→ Exercise brief
Give the listing again in full, matching it character for character.
--- START ---
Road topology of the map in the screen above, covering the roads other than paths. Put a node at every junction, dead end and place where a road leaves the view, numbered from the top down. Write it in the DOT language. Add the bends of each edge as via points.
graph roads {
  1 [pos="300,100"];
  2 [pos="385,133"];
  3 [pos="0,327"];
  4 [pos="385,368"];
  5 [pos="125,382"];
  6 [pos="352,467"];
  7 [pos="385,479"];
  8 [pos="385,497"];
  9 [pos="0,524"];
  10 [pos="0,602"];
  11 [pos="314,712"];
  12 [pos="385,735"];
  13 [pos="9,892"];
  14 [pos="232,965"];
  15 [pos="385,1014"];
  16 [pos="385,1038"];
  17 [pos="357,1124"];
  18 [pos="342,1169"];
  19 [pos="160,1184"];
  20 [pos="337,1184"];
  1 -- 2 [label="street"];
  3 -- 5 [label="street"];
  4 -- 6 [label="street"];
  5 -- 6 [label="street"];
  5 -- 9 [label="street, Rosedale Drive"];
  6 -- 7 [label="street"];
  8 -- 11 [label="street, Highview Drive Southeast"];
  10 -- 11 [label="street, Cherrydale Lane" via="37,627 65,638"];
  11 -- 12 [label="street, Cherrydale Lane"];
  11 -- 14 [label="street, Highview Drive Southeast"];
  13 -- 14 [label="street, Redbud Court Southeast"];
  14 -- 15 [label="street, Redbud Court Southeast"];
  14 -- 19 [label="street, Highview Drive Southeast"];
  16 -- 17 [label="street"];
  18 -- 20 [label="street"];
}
--- END ---
→ Exercise output
Road topology of the map in the screen above, covering the roads other than paths. Put a node at every junction, dead end and place where a road leaves the view, numbered from the top down. Write it in the DOT language. Add the bends of each edge as via points.
graph roads {
  1 [pos="300,100"];
  2 [pos="385,133"];
  3 [pos="0,327"];
  4 [pos="385,368"];
  5 [pos="125,382"];
  6 [pos="352,467"];
  7 [pos="385,479"];
  8 [pos="385,497"];
  9 [pos="0,524"];
  10 [pos="0,602"];
  11 [pos="314,712"];
  12 [pos="385,735"];
  13 [pos="9,892"];
  14 [pos="232,965"];
  15 [pos="385,1014"];
  16 [pos="385,1038"];
  17 [pos="357,1124"];
  18 [pos="342,1169"];
  19 [pos="160,1184"];
  20 [pos="337,1184"];
  1 -- 2 [label="street"];
  3 -- 5 [label="street"];
  4 -- 6 [label="street"];
  5 -- 6 [label="street"];
  5 -- 9 [label="street, Rosedale Drive"];
  6 -- 7 [label="street"];
  8 -- 11 [label="street, Highview Drive Southeast"];
  10 -- 11 [label="street, Cherrydale Lane" via="37,627 65,638"];
  11 -- 12 [label="street, Cherrydale Lane"];
  11 -- 14 [label="street, Highview Drive Southeast"];
  13 -- 14 [label="street, Redbud Court Southeast"];
  14 -- 15 [label="street, Redbud Court Southeast"];
  14 -- 19 [label="street, Highview Drive Southeast"];
  16 -- 17 [label="street"];
  18 -- 20 [label="street"];
}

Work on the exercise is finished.